Information given: Begin

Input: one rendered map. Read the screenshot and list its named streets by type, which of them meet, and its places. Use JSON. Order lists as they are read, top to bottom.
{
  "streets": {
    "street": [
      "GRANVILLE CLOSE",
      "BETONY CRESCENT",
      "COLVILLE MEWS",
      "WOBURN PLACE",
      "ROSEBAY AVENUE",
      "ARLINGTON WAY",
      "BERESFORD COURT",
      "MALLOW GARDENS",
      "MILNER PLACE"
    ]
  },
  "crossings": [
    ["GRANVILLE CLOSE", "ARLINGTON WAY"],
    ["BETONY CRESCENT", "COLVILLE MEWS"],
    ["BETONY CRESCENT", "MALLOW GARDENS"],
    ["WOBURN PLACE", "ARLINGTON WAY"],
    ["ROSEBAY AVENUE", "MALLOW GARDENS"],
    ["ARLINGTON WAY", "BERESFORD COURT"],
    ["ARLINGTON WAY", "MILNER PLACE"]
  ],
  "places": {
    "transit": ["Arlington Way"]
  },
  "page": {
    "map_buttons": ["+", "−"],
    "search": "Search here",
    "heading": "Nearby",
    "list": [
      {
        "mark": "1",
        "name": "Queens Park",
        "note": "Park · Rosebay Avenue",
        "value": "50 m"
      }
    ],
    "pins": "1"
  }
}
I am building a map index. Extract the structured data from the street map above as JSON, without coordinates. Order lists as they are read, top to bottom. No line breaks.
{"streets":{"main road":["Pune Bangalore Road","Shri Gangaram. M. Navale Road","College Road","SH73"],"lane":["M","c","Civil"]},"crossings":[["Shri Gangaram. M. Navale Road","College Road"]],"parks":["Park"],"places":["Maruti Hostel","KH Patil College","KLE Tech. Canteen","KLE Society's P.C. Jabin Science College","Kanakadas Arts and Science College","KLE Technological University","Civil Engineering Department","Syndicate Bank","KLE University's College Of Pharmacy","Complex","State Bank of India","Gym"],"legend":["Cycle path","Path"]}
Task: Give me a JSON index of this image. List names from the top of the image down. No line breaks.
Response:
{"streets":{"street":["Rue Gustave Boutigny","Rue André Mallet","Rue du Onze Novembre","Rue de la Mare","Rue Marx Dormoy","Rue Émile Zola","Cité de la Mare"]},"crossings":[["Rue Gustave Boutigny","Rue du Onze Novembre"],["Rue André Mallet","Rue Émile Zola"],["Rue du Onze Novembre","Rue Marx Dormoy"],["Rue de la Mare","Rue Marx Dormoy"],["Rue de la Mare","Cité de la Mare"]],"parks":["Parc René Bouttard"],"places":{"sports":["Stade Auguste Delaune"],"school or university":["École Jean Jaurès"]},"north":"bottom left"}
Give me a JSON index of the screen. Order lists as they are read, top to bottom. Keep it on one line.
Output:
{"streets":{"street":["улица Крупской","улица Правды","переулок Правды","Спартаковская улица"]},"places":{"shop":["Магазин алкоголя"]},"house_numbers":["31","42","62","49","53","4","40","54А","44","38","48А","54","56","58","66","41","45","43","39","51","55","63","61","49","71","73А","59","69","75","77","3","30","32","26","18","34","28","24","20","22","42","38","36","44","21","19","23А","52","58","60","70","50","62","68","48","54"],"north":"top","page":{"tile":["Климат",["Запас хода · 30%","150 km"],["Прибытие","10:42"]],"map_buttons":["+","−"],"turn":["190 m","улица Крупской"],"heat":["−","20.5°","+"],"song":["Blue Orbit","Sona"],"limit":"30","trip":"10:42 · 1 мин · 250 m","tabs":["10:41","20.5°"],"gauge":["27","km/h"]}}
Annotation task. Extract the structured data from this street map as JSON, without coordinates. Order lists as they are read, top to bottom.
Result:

Information given: End

### What to do
Return all data verbatim.

### Response to this task
Input: one rendered map. Read the screenshot and list its named streets by type, which of them meet, and its places. Use JSON. Order lists as they are read, top to bottom.
{
  "streets": {
    "street": [
      "GRANVILLE CLOSE",
      "BETONY CRESCENT",
      "COLVILLE MEWS",
      "WOBURN PLACE",
      "ROSEBAY AVENUE",
      "ARLINGTON WAY",
      "BERESFORD COURT",
      "MALLOW GARDENS",
      "MILNER PLACE"
    ]
  },
  "crossings": [
    ["GRANVILLE CLOSE", "ARLINGTON WAY"],
    ["BETONY CRESCENT", "COLVILLE MEWS"],
    ["BETONY CRESCENT", "MALLOW GARDENS"],
    ["WOBURN PLACE", "ARLINGTON WAY"],
    ["ROSEBAY AVENUE", "MALLOW GARDENS"],
    ["ARLINGTON WAY", "BERESFORD COURT"],
    ["ARLINGTON WAY", "MILNER PLACE"]
  ],
  "places": {
    "transit": ["Arlington Way"]
  },
  "page": {
    "map_buttons": ["+", "−"],
    "search": "Search here",
    "heading": "Nearby",
    "list": [
      {
        "mark": "1",
        "name": "Queens Park",
        "note": "Park · Rosebay Avenue",
        "value": "50 m"
      }
    ],
    "pins": "1"
  }
}
I am building a map index. Extract the structured data from the street map above as JSON, without coordinates. Order lists as they are read, top to bottom. No line breaks.
{"streets":{"main road":["Pune Bangalore Road","Shri Gangaram. M. Navale Road","College Road","SH73"],"lane":["M","c","Civil"]},"crossings":[["Shri Gangaram. M. Navale Road","College Road"]],"parks":["Park"],"places":["Maruti Hostel","KH Patil College","KLE Tech. Canteen","KLE Society's P.C. Jabin Science College","Kanakadas Arts and Science College","KLE Technological University","Civil Engineering Department","Syndicate Bank","KLE University's College Of Pharmacy","Complex","State Bank of India","Gym"],"legend":["Cycle path","Path"]}
Task: Give me a JSON index of this image. List names from the top of the image down. No line breaks.
Response:
{"streets":{"street":["Rue Gustave Boutigny","Rue André Mallet","Rue du Onze Novembre","Rue de la Mare","Rue Marx Dormoy","Rue Émile Zola","Cité de la Mare"]},"crossings":[["Rue Gustave Boutigny","Rue du Onze Novembre"],["Rue André Mallet","Rue Émile Zola"],["Rue du Onze Novembre","Rue Marx Dormoy"],["Rue de la Mare","Rue Marx Dormoy"],["Rue de la Mare","Cité de la Mare"]],"parks":["Parc René Bouttard"],"places":{"sports":["Stade Auguste Delaune"],"school or university":["École Jean Jaurès"]},"north":"bottom left"}
Give me a JSON index of the screen. Order lists as they are read, top to bottom. Keep it on one line.
Output:
{"streets":{"street":["улица Крупской","улица Правды","переулок Правды","Спартаковская улица"]},"places":{"shop":["Магазин алкоголя"]},"house_numbers":["31","42","62","49","53","4","40","54А","44","38","48А","54","56","58","66","41","45","43","39","51","55","63","61","49","71","73А","59","69","75","77","3","30","32","26","18","34","28","24","20","22","42","38","36","44","21","19","23А","52","58","60","70","50","62","68","48","54"],"north":"top","page":{"tile":["Климат",["Запас хода · 30%","150 km"],["Прибытие","10:42"]],"map_buttons":["+","−"],"turn":["190 m","улица Крупской"],"heat":["−","20.5°","+"],"song":["Blue Orbit","Sona"],"limit":"30","trip":"10:42 · 1 мин · 250 m","tabs":["10:41","20.5°"],"gauge":["27","km/h"]}}
Annotation task. Extract the structured data from this street map as JSON, without coordinates. Order lists as they are read, top to bottom.
Result:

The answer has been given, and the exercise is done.